◆ WORK INSTRUCTION
Among the entries below, how many lines contain the string "Esperanza"? Only the number is wanted.

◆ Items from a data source

────────────────────

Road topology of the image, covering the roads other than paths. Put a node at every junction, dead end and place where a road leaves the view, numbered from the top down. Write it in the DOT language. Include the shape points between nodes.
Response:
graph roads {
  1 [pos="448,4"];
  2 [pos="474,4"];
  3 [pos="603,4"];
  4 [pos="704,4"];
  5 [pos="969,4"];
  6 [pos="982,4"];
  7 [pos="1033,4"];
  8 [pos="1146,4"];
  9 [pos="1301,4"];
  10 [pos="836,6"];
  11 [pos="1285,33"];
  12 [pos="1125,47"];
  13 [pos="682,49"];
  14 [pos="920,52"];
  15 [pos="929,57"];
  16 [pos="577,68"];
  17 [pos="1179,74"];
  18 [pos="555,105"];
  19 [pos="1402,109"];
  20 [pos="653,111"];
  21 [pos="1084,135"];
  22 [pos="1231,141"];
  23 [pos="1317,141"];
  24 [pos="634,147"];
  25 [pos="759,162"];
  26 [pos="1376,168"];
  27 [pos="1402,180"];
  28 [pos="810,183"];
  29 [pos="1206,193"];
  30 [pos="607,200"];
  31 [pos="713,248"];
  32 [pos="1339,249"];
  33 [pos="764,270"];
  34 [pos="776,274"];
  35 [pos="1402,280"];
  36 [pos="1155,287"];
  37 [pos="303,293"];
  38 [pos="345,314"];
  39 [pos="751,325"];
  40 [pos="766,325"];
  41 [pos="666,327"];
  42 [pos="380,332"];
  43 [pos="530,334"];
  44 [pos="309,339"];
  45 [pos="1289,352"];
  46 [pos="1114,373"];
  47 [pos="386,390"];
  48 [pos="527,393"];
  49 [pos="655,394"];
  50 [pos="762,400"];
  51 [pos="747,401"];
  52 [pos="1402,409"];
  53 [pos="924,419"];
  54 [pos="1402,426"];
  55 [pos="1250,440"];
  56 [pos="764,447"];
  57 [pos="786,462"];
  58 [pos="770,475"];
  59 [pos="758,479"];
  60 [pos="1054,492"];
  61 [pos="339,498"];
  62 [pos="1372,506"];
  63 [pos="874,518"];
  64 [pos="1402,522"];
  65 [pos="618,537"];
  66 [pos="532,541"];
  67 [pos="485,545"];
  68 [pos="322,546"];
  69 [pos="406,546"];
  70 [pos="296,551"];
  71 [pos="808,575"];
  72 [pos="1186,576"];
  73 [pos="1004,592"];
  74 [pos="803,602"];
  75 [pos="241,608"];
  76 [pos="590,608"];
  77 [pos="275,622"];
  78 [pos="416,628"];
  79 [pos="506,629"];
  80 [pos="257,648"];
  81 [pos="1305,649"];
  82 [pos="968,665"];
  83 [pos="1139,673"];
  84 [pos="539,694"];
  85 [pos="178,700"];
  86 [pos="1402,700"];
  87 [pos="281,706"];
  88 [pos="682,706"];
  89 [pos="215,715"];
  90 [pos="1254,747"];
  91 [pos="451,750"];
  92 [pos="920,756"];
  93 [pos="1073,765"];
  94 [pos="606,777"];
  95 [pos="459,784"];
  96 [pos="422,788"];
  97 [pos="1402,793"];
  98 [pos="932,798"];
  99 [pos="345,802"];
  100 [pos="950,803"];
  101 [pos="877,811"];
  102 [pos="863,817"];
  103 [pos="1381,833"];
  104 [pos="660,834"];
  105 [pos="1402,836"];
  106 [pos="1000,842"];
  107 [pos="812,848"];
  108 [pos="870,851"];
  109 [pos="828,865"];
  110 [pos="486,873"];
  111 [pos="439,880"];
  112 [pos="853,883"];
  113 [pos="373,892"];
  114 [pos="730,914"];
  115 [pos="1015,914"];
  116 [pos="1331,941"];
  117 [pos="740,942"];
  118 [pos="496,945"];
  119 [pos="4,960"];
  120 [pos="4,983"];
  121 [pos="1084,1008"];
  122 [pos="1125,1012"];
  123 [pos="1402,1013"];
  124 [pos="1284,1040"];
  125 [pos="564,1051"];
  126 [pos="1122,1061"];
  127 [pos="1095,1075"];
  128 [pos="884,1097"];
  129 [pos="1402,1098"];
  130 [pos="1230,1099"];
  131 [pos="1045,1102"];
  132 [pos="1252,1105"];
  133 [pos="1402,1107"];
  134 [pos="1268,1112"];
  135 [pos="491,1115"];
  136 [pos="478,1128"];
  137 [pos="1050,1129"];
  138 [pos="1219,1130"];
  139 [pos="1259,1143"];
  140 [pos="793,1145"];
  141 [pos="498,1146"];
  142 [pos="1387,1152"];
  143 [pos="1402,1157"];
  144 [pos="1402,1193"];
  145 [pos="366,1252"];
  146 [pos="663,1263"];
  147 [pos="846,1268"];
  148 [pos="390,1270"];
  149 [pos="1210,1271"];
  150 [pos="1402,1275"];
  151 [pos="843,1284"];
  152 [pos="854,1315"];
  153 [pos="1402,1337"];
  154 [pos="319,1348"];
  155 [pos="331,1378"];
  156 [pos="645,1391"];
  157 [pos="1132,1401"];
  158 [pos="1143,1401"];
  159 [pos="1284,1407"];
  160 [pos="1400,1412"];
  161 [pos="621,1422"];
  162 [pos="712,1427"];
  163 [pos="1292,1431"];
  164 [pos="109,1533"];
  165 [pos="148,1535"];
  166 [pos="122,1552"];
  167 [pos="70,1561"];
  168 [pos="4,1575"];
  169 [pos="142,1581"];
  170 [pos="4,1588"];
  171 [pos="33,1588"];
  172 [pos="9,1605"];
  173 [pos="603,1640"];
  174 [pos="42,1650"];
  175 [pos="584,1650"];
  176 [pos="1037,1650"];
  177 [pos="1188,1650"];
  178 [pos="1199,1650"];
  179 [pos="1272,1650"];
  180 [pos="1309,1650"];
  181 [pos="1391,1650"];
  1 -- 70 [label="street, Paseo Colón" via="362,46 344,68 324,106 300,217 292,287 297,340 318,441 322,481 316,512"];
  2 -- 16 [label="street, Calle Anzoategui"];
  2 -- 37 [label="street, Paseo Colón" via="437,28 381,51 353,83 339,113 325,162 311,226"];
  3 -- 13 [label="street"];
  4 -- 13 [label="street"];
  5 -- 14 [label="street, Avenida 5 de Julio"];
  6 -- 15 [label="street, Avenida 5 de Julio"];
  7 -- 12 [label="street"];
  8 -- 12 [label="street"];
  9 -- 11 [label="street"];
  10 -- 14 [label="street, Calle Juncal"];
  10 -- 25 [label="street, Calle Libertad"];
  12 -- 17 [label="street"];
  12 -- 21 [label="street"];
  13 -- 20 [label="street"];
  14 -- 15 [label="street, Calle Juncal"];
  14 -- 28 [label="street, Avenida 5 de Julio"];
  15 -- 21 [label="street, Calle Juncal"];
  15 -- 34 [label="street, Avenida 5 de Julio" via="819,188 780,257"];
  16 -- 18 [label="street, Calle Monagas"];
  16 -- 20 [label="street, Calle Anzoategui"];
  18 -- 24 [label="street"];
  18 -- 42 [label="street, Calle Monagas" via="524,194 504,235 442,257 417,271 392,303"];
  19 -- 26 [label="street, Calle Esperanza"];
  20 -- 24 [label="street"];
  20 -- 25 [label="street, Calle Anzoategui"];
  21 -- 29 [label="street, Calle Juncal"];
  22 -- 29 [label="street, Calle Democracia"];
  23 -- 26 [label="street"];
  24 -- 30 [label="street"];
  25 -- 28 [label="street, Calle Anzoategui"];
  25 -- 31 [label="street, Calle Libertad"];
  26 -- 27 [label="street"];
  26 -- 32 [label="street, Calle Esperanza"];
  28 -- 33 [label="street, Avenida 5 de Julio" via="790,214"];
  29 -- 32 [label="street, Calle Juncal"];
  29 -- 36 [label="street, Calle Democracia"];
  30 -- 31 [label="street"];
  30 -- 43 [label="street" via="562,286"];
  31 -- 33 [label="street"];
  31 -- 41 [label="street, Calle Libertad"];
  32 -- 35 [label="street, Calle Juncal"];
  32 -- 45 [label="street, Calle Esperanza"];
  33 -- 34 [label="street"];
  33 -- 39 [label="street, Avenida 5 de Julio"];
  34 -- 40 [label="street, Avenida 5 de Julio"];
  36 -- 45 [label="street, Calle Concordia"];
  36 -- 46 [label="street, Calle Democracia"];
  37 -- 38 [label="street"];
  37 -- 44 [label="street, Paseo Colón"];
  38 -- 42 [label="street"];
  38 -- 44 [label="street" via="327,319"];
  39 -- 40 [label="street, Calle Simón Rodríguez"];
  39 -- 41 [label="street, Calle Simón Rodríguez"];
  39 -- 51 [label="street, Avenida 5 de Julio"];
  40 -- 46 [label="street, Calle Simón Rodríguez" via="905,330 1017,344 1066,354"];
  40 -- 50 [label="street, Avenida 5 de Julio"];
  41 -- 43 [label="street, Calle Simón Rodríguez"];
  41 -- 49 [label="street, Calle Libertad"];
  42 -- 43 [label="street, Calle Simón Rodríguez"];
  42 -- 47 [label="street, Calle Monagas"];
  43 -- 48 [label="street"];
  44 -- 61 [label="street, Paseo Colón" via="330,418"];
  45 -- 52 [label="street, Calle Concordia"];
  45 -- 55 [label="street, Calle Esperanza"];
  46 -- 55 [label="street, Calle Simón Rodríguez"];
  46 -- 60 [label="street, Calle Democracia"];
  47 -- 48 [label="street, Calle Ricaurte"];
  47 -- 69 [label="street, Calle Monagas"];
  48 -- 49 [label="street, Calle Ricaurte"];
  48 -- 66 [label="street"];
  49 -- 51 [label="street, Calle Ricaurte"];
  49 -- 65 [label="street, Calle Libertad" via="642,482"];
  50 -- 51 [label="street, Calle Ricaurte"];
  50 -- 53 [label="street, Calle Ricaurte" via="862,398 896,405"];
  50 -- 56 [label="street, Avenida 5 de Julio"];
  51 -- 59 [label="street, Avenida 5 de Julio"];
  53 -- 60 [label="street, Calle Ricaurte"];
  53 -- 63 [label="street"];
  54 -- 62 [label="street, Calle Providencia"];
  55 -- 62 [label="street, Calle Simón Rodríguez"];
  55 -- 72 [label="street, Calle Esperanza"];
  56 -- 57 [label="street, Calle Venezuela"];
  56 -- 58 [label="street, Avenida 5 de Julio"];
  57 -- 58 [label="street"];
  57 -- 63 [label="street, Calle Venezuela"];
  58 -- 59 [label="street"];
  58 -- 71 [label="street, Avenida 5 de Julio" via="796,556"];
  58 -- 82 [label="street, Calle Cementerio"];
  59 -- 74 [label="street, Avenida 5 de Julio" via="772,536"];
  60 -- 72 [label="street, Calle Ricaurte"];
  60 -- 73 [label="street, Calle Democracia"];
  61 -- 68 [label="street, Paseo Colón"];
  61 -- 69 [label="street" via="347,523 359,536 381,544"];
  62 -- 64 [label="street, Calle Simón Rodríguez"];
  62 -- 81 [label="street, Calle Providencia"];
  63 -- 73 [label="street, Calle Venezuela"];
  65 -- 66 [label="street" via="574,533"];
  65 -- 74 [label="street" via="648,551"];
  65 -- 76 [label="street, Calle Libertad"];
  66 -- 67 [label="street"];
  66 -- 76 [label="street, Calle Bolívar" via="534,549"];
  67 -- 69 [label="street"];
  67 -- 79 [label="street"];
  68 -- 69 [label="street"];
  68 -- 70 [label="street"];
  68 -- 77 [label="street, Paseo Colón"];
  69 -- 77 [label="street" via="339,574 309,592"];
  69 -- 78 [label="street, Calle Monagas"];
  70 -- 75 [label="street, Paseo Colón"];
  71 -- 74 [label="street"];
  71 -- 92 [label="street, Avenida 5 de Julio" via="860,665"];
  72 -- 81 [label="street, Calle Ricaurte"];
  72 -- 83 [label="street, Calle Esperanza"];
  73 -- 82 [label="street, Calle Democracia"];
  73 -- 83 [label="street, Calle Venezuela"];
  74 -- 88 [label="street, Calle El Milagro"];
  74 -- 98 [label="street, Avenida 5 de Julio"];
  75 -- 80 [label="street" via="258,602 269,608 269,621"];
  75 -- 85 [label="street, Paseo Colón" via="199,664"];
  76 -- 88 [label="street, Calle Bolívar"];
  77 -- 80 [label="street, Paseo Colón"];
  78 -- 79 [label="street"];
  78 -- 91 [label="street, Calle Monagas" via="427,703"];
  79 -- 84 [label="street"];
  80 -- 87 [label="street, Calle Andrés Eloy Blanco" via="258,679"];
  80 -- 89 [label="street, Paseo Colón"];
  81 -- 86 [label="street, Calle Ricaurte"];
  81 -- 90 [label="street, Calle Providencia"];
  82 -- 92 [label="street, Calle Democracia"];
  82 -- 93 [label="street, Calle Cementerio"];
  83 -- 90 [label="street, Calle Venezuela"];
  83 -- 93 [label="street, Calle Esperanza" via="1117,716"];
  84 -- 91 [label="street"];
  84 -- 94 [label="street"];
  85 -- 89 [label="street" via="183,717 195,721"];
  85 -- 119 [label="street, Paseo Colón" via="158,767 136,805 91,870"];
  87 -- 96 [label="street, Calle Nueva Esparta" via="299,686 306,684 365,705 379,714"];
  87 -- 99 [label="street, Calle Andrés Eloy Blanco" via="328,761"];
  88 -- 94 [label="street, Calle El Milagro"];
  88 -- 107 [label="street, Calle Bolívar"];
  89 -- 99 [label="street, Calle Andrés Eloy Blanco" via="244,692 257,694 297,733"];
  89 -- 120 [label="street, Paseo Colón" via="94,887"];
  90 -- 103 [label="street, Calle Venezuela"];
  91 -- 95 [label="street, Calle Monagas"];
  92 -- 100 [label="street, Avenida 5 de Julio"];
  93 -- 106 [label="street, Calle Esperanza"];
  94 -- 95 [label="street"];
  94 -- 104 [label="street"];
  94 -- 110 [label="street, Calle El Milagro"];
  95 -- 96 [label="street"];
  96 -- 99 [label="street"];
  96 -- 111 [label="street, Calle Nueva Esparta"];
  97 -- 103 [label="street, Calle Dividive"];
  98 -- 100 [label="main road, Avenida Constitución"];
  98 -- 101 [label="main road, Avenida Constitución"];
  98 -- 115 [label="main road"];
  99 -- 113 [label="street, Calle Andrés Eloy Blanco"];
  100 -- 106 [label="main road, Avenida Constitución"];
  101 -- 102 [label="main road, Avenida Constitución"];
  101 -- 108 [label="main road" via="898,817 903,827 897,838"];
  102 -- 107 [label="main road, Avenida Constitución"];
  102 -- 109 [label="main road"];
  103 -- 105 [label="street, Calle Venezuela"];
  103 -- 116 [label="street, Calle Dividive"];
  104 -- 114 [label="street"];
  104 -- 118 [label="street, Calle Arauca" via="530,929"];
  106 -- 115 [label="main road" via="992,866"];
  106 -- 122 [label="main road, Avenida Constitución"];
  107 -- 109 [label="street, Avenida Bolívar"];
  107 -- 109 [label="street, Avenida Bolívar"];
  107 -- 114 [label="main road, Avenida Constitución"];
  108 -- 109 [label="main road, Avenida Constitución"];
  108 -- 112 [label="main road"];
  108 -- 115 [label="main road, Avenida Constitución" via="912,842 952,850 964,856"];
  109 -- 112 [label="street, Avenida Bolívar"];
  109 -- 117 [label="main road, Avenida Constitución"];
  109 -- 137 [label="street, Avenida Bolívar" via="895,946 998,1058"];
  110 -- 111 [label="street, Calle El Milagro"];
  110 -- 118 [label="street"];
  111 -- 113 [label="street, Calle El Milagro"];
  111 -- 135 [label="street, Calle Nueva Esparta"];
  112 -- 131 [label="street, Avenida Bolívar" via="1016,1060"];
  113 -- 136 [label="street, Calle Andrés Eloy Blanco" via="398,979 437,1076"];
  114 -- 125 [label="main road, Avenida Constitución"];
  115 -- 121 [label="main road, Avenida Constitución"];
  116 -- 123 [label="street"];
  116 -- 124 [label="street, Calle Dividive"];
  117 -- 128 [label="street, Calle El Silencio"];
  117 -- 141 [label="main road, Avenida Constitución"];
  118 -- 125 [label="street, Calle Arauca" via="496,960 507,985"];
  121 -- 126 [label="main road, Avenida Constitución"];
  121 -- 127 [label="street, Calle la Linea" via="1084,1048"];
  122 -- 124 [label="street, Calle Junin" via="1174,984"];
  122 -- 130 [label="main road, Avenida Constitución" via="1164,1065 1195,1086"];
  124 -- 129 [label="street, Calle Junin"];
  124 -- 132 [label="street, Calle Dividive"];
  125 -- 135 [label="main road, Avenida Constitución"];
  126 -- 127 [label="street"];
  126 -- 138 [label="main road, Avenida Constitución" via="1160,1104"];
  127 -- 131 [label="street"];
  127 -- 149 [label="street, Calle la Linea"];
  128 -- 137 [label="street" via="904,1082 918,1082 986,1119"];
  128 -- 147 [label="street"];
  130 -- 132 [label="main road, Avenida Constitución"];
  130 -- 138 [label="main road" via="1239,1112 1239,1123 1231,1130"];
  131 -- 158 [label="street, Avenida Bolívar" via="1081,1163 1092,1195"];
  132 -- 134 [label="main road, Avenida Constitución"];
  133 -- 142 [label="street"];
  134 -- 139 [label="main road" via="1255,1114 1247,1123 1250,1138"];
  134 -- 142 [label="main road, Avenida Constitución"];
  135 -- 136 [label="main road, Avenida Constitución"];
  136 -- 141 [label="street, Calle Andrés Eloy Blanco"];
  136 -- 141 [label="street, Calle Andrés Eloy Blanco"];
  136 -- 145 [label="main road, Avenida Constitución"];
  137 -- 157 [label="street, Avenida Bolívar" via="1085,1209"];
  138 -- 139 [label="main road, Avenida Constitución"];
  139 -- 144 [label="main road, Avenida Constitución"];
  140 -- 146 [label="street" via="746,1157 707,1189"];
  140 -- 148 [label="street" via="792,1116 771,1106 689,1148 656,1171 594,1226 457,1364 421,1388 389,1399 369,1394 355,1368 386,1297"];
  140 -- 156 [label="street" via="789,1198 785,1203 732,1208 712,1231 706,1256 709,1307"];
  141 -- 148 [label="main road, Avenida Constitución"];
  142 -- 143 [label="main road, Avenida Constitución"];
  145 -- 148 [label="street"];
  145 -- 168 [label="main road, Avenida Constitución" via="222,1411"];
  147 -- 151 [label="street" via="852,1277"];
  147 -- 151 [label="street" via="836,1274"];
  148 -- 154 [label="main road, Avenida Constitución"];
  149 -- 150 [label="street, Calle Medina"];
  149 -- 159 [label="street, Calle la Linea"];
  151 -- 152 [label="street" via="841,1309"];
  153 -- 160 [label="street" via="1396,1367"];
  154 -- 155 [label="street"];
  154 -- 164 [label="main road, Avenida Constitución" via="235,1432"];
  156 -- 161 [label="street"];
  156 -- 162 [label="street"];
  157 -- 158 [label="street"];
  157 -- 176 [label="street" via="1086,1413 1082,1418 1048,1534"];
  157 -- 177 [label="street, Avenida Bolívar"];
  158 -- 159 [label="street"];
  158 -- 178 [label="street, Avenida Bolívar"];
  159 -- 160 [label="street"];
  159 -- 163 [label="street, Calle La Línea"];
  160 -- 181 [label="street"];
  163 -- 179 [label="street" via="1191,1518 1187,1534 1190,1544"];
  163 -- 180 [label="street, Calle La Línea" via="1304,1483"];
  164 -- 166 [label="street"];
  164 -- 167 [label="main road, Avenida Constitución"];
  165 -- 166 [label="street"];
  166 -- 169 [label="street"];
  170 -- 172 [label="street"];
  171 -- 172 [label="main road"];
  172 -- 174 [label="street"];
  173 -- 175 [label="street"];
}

────────────────────

◆ WRITTEN SOLUTION
8